School hit with chicken pox
Twenty confirmed cases of chickenpox have been reported, affecting students attending Jeremy Ranch Elementary School. The first suspected cases were reported at the school on Oct.17.
"We had three confirmed cases on Tuesday, and by the end of the day we had sent 11 students home," said Jeremy Ranch principal Michele Wallace. "We haven’t had something like this for a couple of years."
Wednesday, Oct. 19, Jeremy Ranch Elementary School had 20 confirmed cases, according to Park City School District nurse Anne Alexander.
According to a letter sent by the school district, and the Utah Department of Health, chickenpox, a highly communicable viral disease, characterized by a rash-like bumps which may turn into blisters, is often accompanied by a fever. For most people it is a relatively mild disease that often runs its course in two weeks or less, but it can be serious, in younger and especially in older people.
Most Utah school students have been immunized against the disease, but it is still possible for them to contract a usually far-milder case of the virus.

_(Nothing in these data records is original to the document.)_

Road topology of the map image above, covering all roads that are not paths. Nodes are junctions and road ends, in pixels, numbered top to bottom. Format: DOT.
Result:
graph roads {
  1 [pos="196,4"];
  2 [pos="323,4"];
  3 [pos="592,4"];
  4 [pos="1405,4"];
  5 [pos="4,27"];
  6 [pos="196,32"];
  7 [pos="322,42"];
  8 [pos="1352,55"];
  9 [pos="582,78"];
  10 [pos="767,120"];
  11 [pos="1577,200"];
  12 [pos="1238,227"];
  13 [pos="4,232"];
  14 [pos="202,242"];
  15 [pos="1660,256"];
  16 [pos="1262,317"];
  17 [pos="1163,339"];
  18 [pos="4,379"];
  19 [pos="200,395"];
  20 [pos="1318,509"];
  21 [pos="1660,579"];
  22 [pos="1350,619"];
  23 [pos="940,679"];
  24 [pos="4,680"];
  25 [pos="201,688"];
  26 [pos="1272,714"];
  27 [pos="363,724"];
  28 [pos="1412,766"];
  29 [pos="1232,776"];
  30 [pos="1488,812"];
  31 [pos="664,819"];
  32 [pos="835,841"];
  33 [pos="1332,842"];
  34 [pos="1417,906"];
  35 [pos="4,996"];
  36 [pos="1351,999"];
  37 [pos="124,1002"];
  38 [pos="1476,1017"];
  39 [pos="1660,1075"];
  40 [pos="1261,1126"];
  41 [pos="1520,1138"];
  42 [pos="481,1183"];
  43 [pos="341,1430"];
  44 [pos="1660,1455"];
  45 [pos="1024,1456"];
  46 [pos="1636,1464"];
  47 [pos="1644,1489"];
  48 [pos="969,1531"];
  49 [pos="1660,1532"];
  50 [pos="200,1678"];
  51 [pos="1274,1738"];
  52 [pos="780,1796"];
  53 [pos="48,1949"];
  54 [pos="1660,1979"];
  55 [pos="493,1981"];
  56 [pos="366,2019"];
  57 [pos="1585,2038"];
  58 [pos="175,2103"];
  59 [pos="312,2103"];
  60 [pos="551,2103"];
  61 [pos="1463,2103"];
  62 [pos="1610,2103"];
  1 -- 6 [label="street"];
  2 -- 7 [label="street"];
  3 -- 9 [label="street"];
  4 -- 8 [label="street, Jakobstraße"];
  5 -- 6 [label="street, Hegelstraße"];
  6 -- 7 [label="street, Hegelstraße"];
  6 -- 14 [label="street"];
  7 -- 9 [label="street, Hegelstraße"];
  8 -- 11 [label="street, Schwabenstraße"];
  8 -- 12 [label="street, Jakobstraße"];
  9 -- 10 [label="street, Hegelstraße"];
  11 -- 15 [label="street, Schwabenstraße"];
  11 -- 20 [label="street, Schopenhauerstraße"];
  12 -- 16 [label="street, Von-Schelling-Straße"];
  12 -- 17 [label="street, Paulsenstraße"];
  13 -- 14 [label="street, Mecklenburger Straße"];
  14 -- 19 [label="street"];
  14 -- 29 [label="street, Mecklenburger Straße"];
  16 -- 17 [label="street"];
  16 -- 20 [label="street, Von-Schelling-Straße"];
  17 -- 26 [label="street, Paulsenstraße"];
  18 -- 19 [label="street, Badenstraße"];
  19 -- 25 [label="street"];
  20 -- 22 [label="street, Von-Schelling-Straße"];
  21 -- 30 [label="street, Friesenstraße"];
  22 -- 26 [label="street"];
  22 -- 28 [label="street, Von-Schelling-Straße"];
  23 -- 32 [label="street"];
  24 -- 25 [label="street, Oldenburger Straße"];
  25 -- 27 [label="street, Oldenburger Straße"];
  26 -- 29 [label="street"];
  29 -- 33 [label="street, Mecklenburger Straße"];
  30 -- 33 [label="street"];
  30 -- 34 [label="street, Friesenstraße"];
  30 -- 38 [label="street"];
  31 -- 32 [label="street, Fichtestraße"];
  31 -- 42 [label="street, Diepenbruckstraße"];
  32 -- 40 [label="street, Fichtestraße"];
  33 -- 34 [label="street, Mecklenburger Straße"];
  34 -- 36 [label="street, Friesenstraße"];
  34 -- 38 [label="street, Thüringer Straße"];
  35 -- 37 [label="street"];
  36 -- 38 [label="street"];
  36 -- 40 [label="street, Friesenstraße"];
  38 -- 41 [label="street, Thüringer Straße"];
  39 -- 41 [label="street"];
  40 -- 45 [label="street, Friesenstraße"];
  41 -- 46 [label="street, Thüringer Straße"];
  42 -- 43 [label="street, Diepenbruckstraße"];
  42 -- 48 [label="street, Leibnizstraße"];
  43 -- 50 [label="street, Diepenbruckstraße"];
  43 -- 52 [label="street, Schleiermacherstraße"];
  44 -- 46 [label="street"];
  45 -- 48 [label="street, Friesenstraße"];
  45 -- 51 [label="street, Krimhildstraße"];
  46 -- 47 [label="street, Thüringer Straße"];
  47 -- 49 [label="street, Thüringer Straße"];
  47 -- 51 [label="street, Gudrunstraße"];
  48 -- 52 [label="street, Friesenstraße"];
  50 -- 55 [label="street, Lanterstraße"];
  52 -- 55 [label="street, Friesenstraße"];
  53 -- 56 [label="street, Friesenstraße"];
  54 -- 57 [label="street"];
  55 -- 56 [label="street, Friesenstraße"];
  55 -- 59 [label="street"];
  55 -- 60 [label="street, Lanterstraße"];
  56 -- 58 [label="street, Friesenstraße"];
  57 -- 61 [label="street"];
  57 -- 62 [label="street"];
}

Wallace said all of the students sent home had previously been vaccinated.
"This is kind of a surprise to parents, who may believe that immunized children cannot get chickenpox," Wallace said.
The outbreak occurred among second-grade students. Several parents of absent students called the school to report chickenpox-like symptoms in their children, and 11 children at school complained of symptoms. Alexander observed and consulted with the affected students, and advised administrators to send the students home.

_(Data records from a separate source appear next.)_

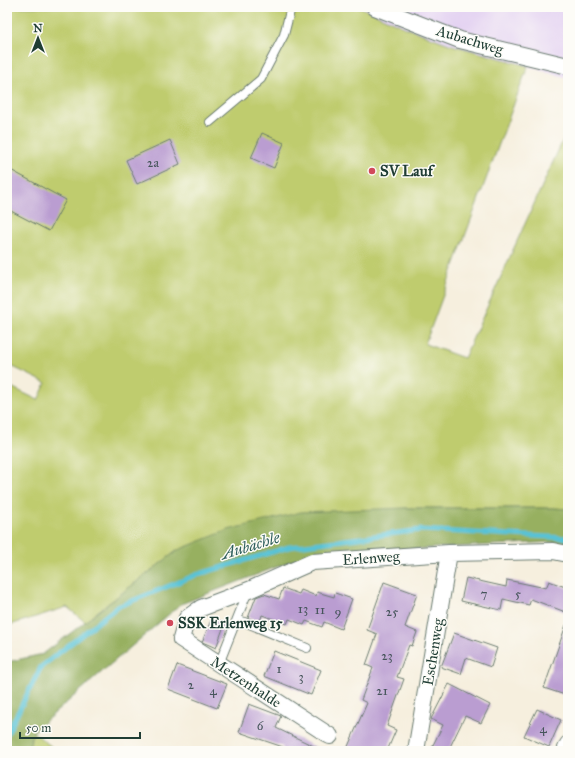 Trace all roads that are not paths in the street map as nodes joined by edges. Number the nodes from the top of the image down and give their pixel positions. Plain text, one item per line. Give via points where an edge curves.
1 (291, 7) edge
2 (375, 7) edge
3 (568, 66) edge
4 (210, 122) dead end
5 (449, 553) junction
6 (568, 554) edge
7 (249, 590) junction
8 (187, 618) joint
9 (237, 619) junction
10 (307, 648) dead end
11 (219, 664) junction
12 (330, 736) dead end
13 (568, 744) edge
14 (416, 751) edge
15 (565, 751) edge

1 - 4 lane via 284,35 261,79
2 - 3 street, Aubachweg via 460,40
5 - 6 street, Erlenweg via 553,551
5 - 7 street, Erlenweg via 312,562
5 - 14 street, Eschenweg
7 - 8 street, Erlenweg via 201,608
7 - 9 lane
8 - 11 street, Metzenhalde via 181,639
9 - 10 lane
9 - 11 lane
11 - 12 street, Metzenhalde
13 - 15 street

"They were definitely marked (with bumps) and needed to go home," Wallace said.
Students’ parents were called, and teachers were informed of the possible virus. Jeremy Ranch Elementary School sent letters to parents informing them of the virus, its symptoms and who to contact with further questions. Students in the classroom were not informed of the viral concern.
"I didn’t want to create a scary situation at the school," Alexander said. "I was over to Jeremy Ranch in 15 minutes. We checked the students and when we suspected chickenpox, we called their parents to pick them up. We administered to them where other students would not be exposed."
Nurse-manager Nathalie Odernheimer of Park City Family Health Center, said the center had treated several patients with chickenpox, but that was not unusual.
Since 1996, Utah public schools have required that students be vaccinated against the Varicella-Zoster virus that causes chickenpox. Students receive the vaccination before entering kindergarten, unless their parents request an exemption for personal, philosophical or medical reasons.
Rachelle Boulton, an epidemiologist with the Utah Department of Health, Office of Epidemiology, said she had received no data on chickenpox cases at Jeremy Ranch, but that first cases had to be reported to The Summit County Health Department, and from there the information would be sent to her office.
Before the introduction of vaccinations, chickenpox was characterized as a right-of-passage of children, with a high percentage of children contracting the virus.
A person can be contagious before displaying any symptoms. The virus is contracted by contact and also can be transmitted as an airborne disease. Alexander recommended diligent hand washing.
The school district’s newsletter warns parents that the incubation period of chickenpox is from 10-21 days. People who have contracted the virus are most contagious one to two days before a rash appears to shortly after the rash appears. When blisters from an infected person have formed scabs, the person is no longer contagious.